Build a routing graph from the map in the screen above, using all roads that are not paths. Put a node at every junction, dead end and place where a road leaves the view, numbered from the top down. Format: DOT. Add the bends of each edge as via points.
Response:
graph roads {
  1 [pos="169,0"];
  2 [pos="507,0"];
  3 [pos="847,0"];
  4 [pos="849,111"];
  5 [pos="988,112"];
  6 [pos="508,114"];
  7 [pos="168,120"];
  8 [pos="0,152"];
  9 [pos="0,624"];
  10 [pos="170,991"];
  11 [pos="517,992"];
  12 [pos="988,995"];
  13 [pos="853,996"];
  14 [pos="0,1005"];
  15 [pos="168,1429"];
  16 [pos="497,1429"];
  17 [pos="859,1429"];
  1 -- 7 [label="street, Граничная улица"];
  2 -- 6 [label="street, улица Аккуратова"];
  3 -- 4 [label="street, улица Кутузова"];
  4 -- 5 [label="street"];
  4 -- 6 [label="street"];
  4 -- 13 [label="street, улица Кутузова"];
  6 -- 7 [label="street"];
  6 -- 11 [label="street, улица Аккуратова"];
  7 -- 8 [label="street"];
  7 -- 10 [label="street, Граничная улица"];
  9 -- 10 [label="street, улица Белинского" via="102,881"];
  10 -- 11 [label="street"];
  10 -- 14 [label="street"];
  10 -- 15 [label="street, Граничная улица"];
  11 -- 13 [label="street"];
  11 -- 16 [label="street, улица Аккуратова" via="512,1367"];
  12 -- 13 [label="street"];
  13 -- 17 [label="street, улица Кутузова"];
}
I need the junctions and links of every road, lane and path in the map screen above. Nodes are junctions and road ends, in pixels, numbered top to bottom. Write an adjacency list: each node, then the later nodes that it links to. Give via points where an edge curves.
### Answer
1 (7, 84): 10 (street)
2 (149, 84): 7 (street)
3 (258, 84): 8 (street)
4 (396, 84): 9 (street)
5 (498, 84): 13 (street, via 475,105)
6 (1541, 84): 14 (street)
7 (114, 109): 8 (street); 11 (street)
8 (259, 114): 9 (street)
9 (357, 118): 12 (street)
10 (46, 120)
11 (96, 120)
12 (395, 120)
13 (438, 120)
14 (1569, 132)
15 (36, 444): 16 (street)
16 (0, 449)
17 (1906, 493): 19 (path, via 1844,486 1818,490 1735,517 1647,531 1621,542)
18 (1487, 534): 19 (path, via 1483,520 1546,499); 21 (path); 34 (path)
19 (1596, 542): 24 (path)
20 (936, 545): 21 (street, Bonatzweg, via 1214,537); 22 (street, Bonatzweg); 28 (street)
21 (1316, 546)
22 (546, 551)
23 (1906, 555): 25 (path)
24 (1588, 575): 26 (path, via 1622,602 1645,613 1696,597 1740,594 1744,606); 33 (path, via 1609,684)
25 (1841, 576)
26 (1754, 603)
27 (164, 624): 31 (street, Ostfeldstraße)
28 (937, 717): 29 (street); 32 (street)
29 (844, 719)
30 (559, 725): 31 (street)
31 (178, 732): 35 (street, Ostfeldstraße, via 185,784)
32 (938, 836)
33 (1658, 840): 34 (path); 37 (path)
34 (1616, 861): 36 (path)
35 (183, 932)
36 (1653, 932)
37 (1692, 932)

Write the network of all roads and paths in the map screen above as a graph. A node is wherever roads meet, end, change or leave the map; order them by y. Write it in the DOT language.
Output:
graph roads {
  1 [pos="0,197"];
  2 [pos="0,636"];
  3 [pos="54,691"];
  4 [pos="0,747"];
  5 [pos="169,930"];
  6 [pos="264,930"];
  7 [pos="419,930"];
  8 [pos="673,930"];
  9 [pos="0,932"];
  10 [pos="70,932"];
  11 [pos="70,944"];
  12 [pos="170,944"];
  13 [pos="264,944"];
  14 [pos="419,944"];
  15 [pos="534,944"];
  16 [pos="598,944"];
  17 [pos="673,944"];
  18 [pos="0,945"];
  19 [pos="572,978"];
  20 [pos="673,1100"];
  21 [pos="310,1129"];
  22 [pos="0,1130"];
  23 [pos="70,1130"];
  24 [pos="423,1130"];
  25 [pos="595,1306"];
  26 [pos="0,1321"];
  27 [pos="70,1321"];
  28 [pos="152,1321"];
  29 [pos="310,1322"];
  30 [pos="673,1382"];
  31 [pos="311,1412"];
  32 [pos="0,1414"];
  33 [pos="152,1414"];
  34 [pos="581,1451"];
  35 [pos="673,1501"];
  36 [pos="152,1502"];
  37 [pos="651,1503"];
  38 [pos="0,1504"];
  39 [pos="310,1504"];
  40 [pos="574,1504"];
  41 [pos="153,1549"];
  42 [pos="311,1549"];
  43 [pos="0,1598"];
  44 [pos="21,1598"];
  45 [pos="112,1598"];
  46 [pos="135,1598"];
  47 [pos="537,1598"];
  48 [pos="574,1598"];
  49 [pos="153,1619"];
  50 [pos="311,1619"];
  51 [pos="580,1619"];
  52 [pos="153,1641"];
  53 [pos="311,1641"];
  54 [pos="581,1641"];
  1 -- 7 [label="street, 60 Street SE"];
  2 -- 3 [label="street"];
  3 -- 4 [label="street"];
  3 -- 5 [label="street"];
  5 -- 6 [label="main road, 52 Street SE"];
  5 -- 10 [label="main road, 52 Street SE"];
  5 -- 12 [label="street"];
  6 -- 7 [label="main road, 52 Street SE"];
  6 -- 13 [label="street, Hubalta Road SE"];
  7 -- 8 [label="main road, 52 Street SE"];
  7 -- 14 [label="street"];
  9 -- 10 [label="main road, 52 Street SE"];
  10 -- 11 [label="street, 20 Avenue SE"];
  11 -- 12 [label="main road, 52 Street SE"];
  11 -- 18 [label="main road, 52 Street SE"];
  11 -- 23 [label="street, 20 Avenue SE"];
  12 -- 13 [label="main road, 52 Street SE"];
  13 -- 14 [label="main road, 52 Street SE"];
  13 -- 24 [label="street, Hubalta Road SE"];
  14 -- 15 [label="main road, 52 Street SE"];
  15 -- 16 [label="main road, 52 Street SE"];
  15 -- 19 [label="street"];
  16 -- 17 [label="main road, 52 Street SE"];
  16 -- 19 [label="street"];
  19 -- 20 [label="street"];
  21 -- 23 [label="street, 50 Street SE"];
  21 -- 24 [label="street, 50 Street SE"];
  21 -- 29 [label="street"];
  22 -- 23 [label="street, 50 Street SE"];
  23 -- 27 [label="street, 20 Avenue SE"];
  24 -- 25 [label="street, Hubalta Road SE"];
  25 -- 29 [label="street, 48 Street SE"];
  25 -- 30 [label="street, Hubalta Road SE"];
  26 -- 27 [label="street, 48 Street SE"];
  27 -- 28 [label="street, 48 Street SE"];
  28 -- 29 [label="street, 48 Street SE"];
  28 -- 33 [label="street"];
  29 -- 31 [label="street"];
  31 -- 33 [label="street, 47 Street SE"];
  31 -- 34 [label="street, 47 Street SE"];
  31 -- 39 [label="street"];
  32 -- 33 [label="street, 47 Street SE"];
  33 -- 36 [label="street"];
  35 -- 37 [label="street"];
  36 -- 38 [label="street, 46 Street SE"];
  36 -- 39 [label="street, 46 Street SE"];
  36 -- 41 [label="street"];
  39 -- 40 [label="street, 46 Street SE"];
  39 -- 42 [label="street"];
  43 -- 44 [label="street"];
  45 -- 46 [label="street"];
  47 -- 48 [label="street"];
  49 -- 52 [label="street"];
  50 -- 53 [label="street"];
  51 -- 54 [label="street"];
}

** Problem statement **
Keeping every line exactly as it is, copy all the records.

** Output for this task **
Build a routing graph from the map in the screen above, using all roads that are not paths. Put a node at every junction, dead end and place where a road leaves the view, numbered from the top down. Format: DOT. Add the bends of each edge as via points.
Response:
graph roads {
  1 [pos="169,0"];
  2 [pos="507,0"];
  3 [pos="847,0"];
  4 [pos="849,111"];
  5 [pos="988,112"];
  6 [pos="508,114"];
  7 [pos="168,120"];
  8 [pos="0,152"];
  9 [pos="0,624"];
  10 [pos="170,991"];
  11 [pos="517,992"];
  12 [pos="988,995"];
  13 [pos="853,996"];
  14 [pos="0,1005"];
  15 [pos="168,1429"];
  16 [pos="497,1429"];
  17 [pos="859,1429"];
  1 -- 7 [label="street, Граничная улица"];
  2 -- 6 [label="street, улица Аккуратова"];
  3 -- 4 [label="street, улица Кутузова"];
  4 -- 5 [label="street"];
  4 -- 6 [label="street"];
  4 -- 13 [label="street, улица Кутузова"];
  6 -- 7 [label="street"];
  6 -- 11 [label="street, улица Аккуратова"];
  7 -- 8 [label="street"];
  7 -- 10 [label="street, Граничная улица"];
  9 -- 10 [label="street, улица Белинского" via="102,881"];
  10 -- 11 [label="street"];
  10 -- 14 [label="street"];
  10 -- 15 [label="street, Граничная улица"];
  11 -- 13 [label="street"];
  11 -- 16 [label="street, улица Аккуратова" via="512,1367"];
  12 -- 13 [label="street"];
  13 -- 17 [label="street, улица Кутузова"];
}
I need the junctions and links of every road, lane and path in the map screen above. Nodes are junctions and road ends, in pixels, numbered top to bottom. Write an adjacency list: each node, then the later nodes that it links to. Give via points where an edge curves.
### Answer
1 (7, 84): 10 (street)
2 (149, 84): 7 (street)
3 (258, 84): 8 (street)
4 (396, 84): 9 (street)
5 (498, 84): 13 (street, via 475,105)
6 (1541, 84): 14 (street)
7 (114, 109): 8 (street); 11 (street)
8 (259, 114): 9 (street)
9 (357, 118): 12 (street)
10 (46, 120)
11 (96, 120)
12 (395, 120)
13 (438, 120)
14 (1569, 132)
15 (36, 444): 16 (street)
16 (0, 449)
17 (1906, 493): 19 (path, via 1844,486 1818,490 1735,517 1647,531 1621,542)
18 (1487, 534): 19 (path, via 1483,520 1546,499); 21 (path); 34 (path)
19 (1596, 542): 24 (path)
20 (936, 545): 21 (street, Bonatzweg, via 1214,537); 22 (street, Bonatzweg); 28 (street)
21 (1316, 546)
22 (546, 551)
23 (1906, 555): 25 (path)
24 (1588, 575): 26 (path, via 1622,602 1645,613 1696,597 1740,594 1744,606); 33 (path, via 1609,684)
25 (1841, 576)
26 (1754, 603)
27 (164, 624): 31 (street, Ostfeldstraße)
28 (937, 717): 29 (street); 32 (street)
29 (844, 719)
30 (559, 725): 31 (street)
31 (178, 732): 35 (street, Ostfeldstraße, via 185,784)
32 (938, 836)
33 (1658, 840): 34 (path); 37 (path)
34 (1616, 861): 36 (path)
35 (183, 932)
36 (1653, 932)
37 (1692, 932)

Write the network of all roads and paths in the map screen above as a graph. A node is wherever roads meet, end, change or leave the map; order them by y. Write it in the DOT language.
Output:
graph roads {
  1 [pos="0,197"];
  2 [pos="0,636"];
  3 [pos="54,691"];
  4 [pos="0,747"];
  5 [pos="169,930"];
  6 [pos="264,930"];
  7 [pos="419,930"];
  8 [pos="673,930"];
  9 [pos="0,932"];
  10 [pos="70,932"];
  11 [pos="70,944"];
  12 [pos="170,944"];
  13 [pos="264,944"];
  14 [pos="419,944"];
  15 [pos="534,944"];
  16 [pos="598,944"];
  17 [pos="673,944"];
  18 [pos="0,945"];
  19 [pos="572,978"];
  20 [pos="673,1100"];
  21 [pos="310,1129"];
  22 [pos="0,1130"];
  23 [pos="70,1130"];
  24 [pos="423,1130"];
  25 [pos="595,1306"];
  26 [pos="0,1321"];
  27 [pos="70,1321"];
  28 [pos="152,1321"];
  29 [pos="310,1322"];
  30 [pos="673,1382"];
  31 [pos="311,1412"];
  32 [pos="0,1414"];
  33 [pos="152,1414"];
  34 [pos="581,1451"];
  35 [pos="673,1501"];
  36 [pos="152,1502"];
  37 [pos="651,1503"];
  38 [pos="0,1504"];
  39 [pos="310,1504"];
  40 [pos="574,1504"];
  41 [pos="153,1549"];
  42 [pos="311,1549"];
  43 [pos="0,1598"];
  44 [pos="21,1598"];
  45 [pos="112,1598"];
  46 [pos="135,1598"];
  47 [pos="537,1598"];
  48 [pos="574,1598"];
  49 [pos="153,1619"];
  50 [pos="311,1619"];
  51 [pos="580,1619"];
  52 [pos="153,1641"];
  53 [pos="311,1641"];
  54 [pos="581,1641"];
  1 -- 7 [label="street, 60 Street SE"];
  2 -- 3 [label="street"];
  3 -- 4 [label="street"];
  3 -- 5 [label="street"];
  5 -- 6 [label="main road, 52 Street SE"];
  5 -- 10 [label="main road, 52 Street SE"];
  5 -- 12 [label="street"];
  6 -- 7 [label="main road, 52 Street SE"];
  6 -- 13 [label="street, Hubalta Road SE"];
  7 -- 8 [label="main road, 52 Street SE"];
  7 -- 14 [label="street"];
  9 -- 10 [label="main road, 52 Street SE"];
  10 -- 11 [label="street, 20 Avenue SE"];
  11 -- 12 [label="main road, 52 Street SE"];
  11 -- 18 [label="main road, 52 Street SE"];
  11 -- 23 [label="street, 20 Avenue SE"];
  12 -- 13 [label="main road, 52 Street SE"];
  13 -- 14 [label="main road, 52 Street SE"];
  13 -- 24 [label="street, Hubalta Road SE"];
  14 -- 15 [label="main road, 52 Street SE"];
  15 -- 16 [label="main road, 52 Street SE"];
  15 -- 19 [label="street"];
  16 -- 17 [label="main road, 52 Street SE"];
  16 -- 19 [label="street"];
  19 -- 20 [label="street"];
  21 -- 23 [label="street, 50 Street SE"];
  21 -- 24 [label="street, 50 Street SE"];
  21 -- 29 [label="street"];
  22 -- 23 [label="street, 50 Street SE"];
  23 -- 27 [label="street, 20 Avenue SE"];
  24 -- 25 [label="street, Hubalta Road SE"];
  25 -- 29 [label="street, 48 Street SE"];
  25 -- 30 [label="street, Hubalta Road SE"];
  26 -- 27 [label="street, 48 Street SE"];
  27 -- 28 [label="street, 48 Street SE"];
  28 -- 29 [label="street, 48 Street SE"];
  28 -- 33 [label="street"];
  29 -- 31 [label="street"];
  31 -- 33 [label="street, 47 Street SE"];
  31 -- 34 [label="street, 47 Street SE"];
  31 -- 39 [label="street"];
  32 -- 33 [label="street, 47 Street SE"];
  33 -- 36 [label="street"];
  35 -- 37 [label="street"];
  36 -- 38 [label="street, 46 Street SE"];
  36 -- 39 [label="street, 46 Street SE"];
  36 -- 41 [label="street"];
  39 -- 40 [label="street, 46 Street SE"];
  39 -- 42 [label="street"];
  43 -- 44 [label="street"];
  45 -- 46 [label="street"];
  47 -- 48 [label="street"];
  49 -- 52 [label="street"];
  50 -- 53 [label="street"];
  51 -- 54 [label="street"];
}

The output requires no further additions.